The patina look comes together on the outside, as the 3100 Chevy lays down on Billet Specialties Smoothies, which cater to that classic throwback look. When I walk around Chris’ 3100, all I see is what a fantastic job the boys have done with its construction. The factory body panels flow seamlessly together thanks to the handcrafted body and bumper mounts. I enjoyed just stepping back and taking all the little details in until Chris eagerly took me around to the back and popped open the custom tilt bed. I was impressed with the skills displayed in the truck’s construction.

I first saw Chris’ truck while some friends and I were walking around a car show held at Kooks Custom Headers here in North Carolina. My buddy smiled and said, “I think you’ll like this one.” I walked over to introduce myself—gazing over the menacing laid out stance—and as the hood was open, a small-block Chevy came to mind. But no, as I’ve stated before, Chris wanted a driver, and nothing appears to be suited better in the modern aftermarket automotive industry than an LS swap. The 3100 does not use just any LS though: a GM LS2 crate motor with an LSA blower is sitting on top. He didn’t stop there, though, because who wants a cruiser without a little pep in its step?

Tick Performance tore apart the stock LS2 and replaced the factory cam with their custom-spec blower cam, while the LSA blower got a porting job done by Jokerz Performance. To support the extra horsepower the drivetrain will see, Fuel Injector Clinic supplied 850cc injectors while a factory S-10 fuel tank feeds the engine. Once the drivetrain was fitted into place between the frame rails, getting the exhaust fitment settled wasn’t the most straightforward task.

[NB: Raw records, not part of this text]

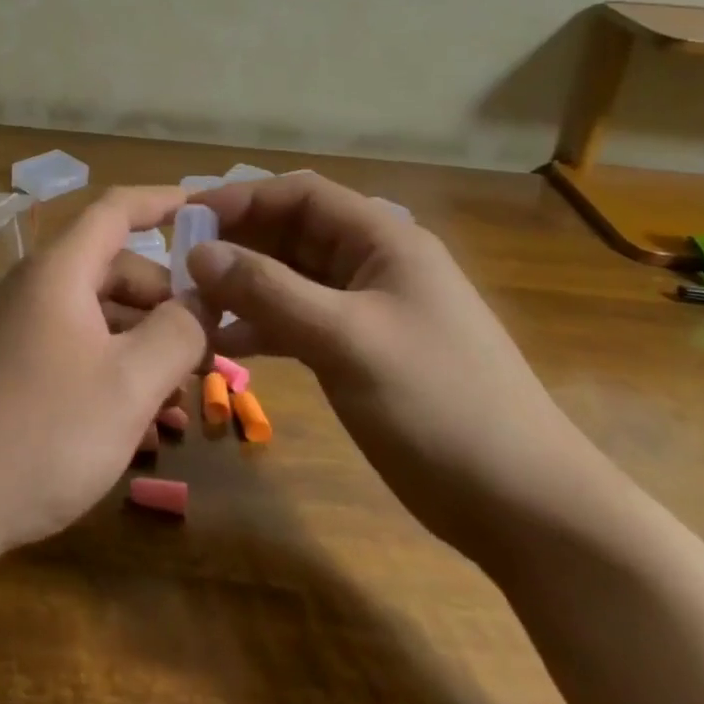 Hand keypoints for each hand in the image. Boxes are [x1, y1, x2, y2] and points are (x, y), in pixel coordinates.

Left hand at [0, 187, 208, 568]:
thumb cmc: (44, 431)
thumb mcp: (129, 383)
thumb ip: (178, 333)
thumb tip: (200, 304)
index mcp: (59, 272)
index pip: (115, 210)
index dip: (162, 202)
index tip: (206, 210)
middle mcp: (34, 289)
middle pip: (113, 270)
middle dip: (165, 301)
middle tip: (209, 343)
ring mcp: (17, 330)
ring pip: (97, 317)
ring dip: (143, 345)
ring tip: (184, 396)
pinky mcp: (9, 369)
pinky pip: (74, 351)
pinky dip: (112, 370)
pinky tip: (143, 423)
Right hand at [186, 175, 614, 566]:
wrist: (525, 508)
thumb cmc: (439, 404)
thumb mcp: (346, 339)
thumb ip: (269, 291)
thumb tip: (199, 254)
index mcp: (383, 240)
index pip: (301, 195)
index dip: (243, 198)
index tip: (188, 218)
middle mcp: (374, 263)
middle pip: (291, 234)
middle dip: (237, 245)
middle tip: (179, 266)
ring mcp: (368, 309)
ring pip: (290, 279)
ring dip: (244, 287)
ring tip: (193, 304)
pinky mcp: (361, 350)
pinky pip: (299, 321)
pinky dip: (263, 326)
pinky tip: (225, 344) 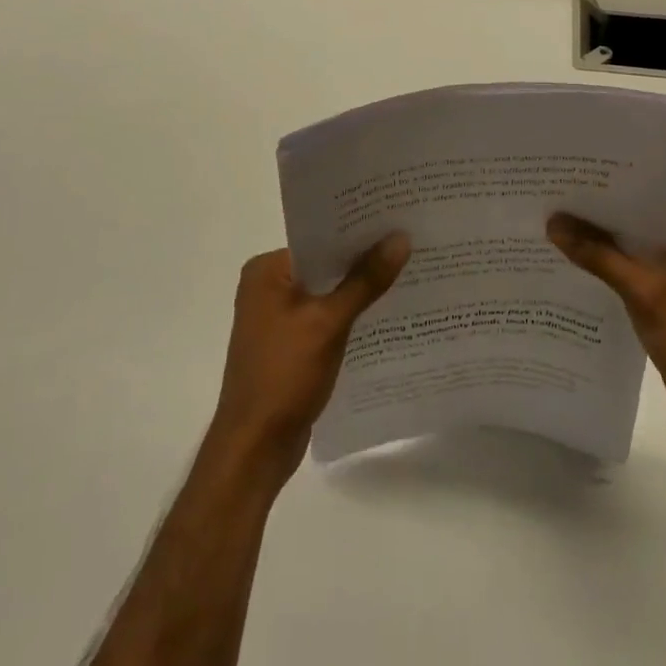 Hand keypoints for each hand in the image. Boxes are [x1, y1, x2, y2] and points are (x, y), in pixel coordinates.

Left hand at [210, 234, 411, 478]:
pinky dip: (350, 313)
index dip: (356, 229)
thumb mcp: (328, 323)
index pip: (318, 236)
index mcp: (266, 270)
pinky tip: (385, 310)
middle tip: (410, 239)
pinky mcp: (290, 343)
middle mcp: (267, 286)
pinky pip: (326, 315)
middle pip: (324, 263)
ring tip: (407, 269)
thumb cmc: (283, 375)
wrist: (255, 448)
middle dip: (362, 257)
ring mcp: (277, 317)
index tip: (396, 217)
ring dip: (359, 286)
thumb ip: (365, 280)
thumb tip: (400, 238)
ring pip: (327, 290)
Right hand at [548, 212, 665, 455]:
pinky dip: (608, 277)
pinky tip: (573, 273)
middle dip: (596, 225)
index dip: (604, 197)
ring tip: (552, 236)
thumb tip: (552, 222)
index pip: (642, 204)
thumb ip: (597, 254)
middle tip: (550, 209)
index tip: (564, 186)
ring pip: (631, 256)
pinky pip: (632, 280)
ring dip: (600, 252)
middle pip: (635, 229)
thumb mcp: (641, 289) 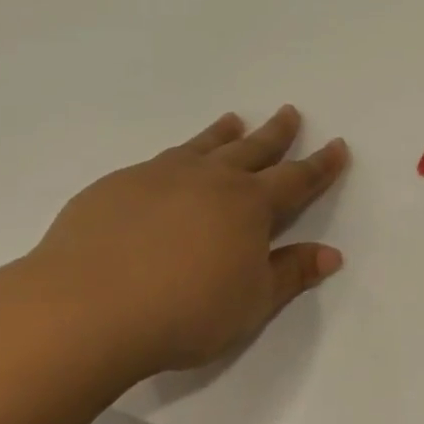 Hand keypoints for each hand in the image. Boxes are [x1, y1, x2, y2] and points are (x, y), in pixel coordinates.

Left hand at [22, 106, 347, 382]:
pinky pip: (159, 161)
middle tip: (289, 112)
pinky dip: (178, 154)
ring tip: (234, 119)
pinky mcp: (117, 186)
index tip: (337, 145)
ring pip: (203, 146)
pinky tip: (170, 166)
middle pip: (252, 149)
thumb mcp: (252, 302)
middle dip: (276, 133)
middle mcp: (210, 179)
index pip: (296, 179)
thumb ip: (291, 273)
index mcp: (249, 205)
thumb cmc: (185, 311)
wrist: (86, 309)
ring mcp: (160, 177)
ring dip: (223, 133)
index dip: (320, 164)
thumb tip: (331, 254)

Jonathan from Tick and Nigel from Brutal Speed and Tuning worked out the kinks in the build. A set of modified S-10 mid-length swap headers from Hedman get the supercharged 3100’s exhaust out quickly. A completely custom 2.5-inch stainless exhaust was built to clear everything, with Vibrant Performance resonators and Black Widowmaker mufflers inline. They were able to get the exhaust note just right; it will let people know that Chris is coming—and going—but not be annoying when he is behind the wheel to drive long distances. With Nigel’s tuning on the dyno, the truck put down a robust 538 rear-wheel horsepower and 550 lb-ft of torque, more than enough to put a smile on Chris’ face.

Driving an automatic transmission vehicle gets downright dull. It seems that Chris agrees, which is why he opted for a Tick Performance-built Stage 2 T-56 six-speed transmission, an unusual find in a vehicle such as this. Bringing the heavy Chevy to a halt are Wilwood two-piston calipers mounted around 11-inch rotors.

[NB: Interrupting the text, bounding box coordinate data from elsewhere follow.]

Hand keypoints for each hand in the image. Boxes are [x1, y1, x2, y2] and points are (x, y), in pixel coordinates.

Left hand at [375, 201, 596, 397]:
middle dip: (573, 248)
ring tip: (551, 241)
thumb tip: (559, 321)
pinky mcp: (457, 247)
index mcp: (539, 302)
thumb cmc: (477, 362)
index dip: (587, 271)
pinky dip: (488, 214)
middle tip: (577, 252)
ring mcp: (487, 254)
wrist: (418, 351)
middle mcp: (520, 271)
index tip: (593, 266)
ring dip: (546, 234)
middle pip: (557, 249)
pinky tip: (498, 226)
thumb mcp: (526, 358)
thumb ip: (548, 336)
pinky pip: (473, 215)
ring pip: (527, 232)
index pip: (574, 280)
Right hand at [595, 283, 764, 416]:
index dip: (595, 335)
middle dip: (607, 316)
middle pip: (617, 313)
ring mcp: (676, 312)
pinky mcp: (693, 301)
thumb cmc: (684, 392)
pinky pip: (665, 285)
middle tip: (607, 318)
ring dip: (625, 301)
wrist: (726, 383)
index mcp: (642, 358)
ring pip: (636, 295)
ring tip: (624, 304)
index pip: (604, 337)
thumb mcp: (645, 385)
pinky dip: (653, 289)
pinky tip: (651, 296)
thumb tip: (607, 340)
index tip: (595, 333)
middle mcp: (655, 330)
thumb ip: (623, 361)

Chris and his family put just as much time into the interior of the 3100 as they did to the exterior and powertrain, and it’s equally as stunning. The work—all of it, right down to the wiring—was done by either him or by a family member. When sitting behind the wheel, you hold onto a Billet Specialties steering wheel, while sitting on a repurposed nightshade leather-covered bench seat.

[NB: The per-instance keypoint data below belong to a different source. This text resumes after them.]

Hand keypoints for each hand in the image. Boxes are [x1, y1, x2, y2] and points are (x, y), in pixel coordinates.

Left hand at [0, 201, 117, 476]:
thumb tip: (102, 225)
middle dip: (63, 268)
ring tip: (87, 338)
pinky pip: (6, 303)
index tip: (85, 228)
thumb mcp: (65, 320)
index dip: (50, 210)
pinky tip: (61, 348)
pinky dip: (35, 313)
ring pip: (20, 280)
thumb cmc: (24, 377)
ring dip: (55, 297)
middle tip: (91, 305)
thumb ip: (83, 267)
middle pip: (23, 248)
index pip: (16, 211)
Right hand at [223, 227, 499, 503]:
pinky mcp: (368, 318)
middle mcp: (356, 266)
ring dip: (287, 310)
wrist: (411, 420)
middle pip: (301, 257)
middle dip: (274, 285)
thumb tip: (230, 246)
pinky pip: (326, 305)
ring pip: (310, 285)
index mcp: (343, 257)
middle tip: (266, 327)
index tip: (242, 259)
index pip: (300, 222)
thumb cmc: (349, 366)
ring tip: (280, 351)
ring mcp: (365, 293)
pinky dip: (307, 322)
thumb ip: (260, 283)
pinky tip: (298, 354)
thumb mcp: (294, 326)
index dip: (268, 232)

Down below, your feet rest on German square-weave leather in honey brown while the door panels are covered in custom leather and have custom guitar amp inserts built into them. The dash looks clean and smooth, and the gauges flow well with the rest of the interior, all done by Chris himself. He even took the extra time to install and wire an entire Polk Audio sound system complete with a 10-inch subwoofer. The final touch to modernize the 3100’s creature comforts is the Vintage Air HVAC system, great for keeping the interior cool on those hot and humid North Carolina days.

It’s amazing what a few sets of talented hands and bright minds can accomplish. Chris, his family, and friends spent many long nights and 12-hour days bringing this build to life, and he says there’s nothing in the world he would do to change that.

In 2018 he and his dad successfully completed the Hot Rod Power Tour as a long hauler—which is no small achievement! He’ll forever cherish the memories of quality time spent with family during the build process of the 3100. Chris appreciates things that came from this era, a time where pride in your work was everything. He’s learned a lot from this build, including the importance of patience during the design and assembly process. He’ll carry this knowledge over into his next build, which is already underway.